*Your objective*: Every line of the data below should be printed exactly. Nothing may be dropped.

*Data for processing*:
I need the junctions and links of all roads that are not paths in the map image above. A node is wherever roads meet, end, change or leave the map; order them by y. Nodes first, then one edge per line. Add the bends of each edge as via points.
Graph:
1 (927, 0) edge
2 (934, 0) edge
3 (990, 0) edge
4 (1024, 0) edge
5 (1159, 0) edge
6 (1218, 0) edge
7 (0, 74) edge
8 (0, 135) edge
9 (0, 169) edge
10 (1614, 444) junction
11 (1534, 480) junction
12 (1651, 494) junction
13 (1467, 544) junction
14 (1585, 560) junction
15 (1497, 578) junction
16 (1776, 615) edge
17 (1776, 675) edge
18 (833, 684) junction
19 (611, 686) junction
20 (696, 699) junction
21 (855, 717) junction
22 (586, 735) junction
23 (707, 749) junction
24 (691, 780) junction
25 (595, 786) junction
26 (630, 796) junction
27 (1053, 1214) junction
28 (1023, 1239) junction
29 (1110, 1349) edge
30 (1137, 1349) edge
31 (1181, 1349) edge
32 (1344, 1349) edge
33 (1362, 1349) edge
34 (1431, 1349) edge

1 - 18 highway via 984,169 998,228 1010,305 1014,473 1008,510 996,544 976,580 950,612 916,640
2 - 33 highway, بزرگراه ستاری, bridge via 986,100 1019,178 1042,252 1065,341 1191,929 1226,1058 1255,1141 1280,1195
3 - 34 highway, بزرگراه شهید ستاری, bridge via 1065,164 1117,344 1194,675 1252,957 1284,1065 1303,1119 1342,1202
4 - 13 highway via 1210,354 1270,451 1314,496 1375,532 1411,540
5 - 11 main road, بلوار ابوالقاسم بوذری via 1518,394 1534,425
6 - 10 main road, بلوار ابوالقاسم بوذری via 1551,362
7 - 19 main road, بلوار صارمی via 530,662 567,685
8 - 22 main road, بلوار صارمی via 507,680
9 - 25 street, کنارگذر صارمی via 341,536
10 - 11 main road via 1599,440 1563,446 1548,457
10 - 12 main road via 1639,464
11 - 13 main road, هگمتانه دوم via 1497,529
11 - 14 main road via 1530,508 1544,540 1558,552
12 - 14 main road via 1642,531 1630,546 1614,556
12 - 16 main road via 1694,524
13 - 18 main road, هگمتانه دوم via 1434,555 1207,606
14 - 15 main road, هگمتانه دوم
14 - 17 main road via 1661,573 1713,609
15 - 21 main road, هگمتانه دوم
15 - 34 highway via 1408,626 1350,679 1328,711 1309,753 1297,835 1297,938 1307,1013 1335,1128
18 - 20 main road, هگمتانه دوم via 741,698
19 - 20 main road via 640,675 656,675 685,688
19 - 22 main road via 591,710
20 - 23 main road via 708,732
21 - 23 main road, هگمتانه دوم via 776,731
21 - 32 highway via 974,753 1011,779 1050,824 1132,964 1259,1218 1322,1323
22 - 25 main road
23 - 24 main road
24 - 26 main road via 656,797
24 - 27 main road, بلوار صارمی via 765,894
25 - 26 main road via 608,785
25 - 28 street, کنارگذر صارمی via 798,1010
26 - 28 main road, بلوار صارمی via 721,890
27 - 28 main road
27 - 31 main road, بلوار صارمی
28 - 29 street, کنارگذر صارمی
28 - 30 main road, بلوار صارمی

*Written answer*:
I need the junctions and links of all roads that are not paths in the map image above. A node is wherever roads meet, end, change or leave the map; order them by y. Nodes first, then one edge per line. Add the bends of each edge as via points.
Graph:
1 (927, 0) edge
2 (934, 0) edge
3 (990, 0) edge
4 (1024, 0) edge
5 (1159, 0) edge
6 (1218, 0) edge
7 (0, 74) edge
8 (0, 135) edge
9 (0, 169) edge
10 (1614, 444) junction
11 (1534, 480) junction
12 (1651, 494) junction
13 (1467, 544) junction
14 (1585, 560) junction
15 (1497, 578) junction
16 (1776, 615) edge
17 (1776, 675) edge
18 (833, 684) junction
19 (611, 686) junction
20 (696, 699) junction
21 (855, 717) junction
22 (586, 735) junction
23 (707, 749) junction
24 (691, 780) junction
25 (595, 786) junction
26 (630, 796) junction
27 (1053, 1214) junction
28 (1023, 1239) junction
29 (1110, 1349) edge
30 (1137, 1349) edge
31 (1181, 1349) edge
32 (1344, 1349) edge
33 (1362, 1349) edge
34 (1431, 1349) edge

1 - 18 highway via 984,169 998,228 1010,305 1014,473 1008,510 996,544 976,580 950,612 916,640
2 - 33 highway, بزرگراه ستاری, bridge via 986,100 1019,178 1042,252 1065,341 1191,929 1226,1058 1255,1141 1280,1195
3 - 34 highway, بزرگراه شهید ستاری, bridge via 1065,164 1117,344 1194,675 1252,957 1284,1065 1303,1119 1342,1202
4 - 13 highway via 1210,354 1270,451 1314,496 1375,532 1411,540
5 - 11 main road, بلوار ابوالقاسم بوذری via 1518,394 1534,425
6 - 10 main road, بلوار ابوالقاسم بوذری via 1551,362
7 - 19 main road, بلوار صارمی via 530,662 567,685
8 - 22 main road, بلوار صارمی via 507,680
9 - 25 street, کنارگذر صارمی via 341,536
10 - 11 main road via 1599,440 1563,446 1548,457
10 - 12 main road via 1639,464
11 - 13 main road, هگمتانه دوم via 1497,529
11 - 14 main road via 1530,508 1544,540 1558,552
12 - 14 main road via 1642,531 1630,546 1614,556
12 - 16 main road via 1694,524
13 - 18 main road, هگمتانه دوم via 1434,555 1207,606
14 - 15 main road, هگمتانه دوم
14 - 17 main road via 1661,573 1713,609
15 - 21 main road, هگمتانه دوم
15 - 34 highway via 1408,626 1350,679 1328,711 1309,753 1297,835 1297,938 1307,1013 1335,1128
18 - 20 main road, هگمتانه دوم via 741,698
19 - 20 main road via 640,675 656,675 685,688
19 - 22 main road via 591,710
20 - 23 main road via 708,732
21 - 23 main road, هگمتانه دوم via 776,731
21 - 32 highway via 974,753 1011,779 1050,824 1132,964 1259,1218 1322,1323
22 - 25 main road
23 - 24 main road
24 - 26 main road via 656,797
24 - 27 main road, بلوار صارمی via 765,894
25 - 26 main road via 608,785
25 - 28 street, کنارگذر صارمی via 798,1010
26 - 28 main road, بلوار صارمی via 721,890
27 - 28 main road
27 - 31 main road, بلوار صارمی
28 - 29 street, کنارگذر صارمی
28 - 30 main road, بلوار صارمی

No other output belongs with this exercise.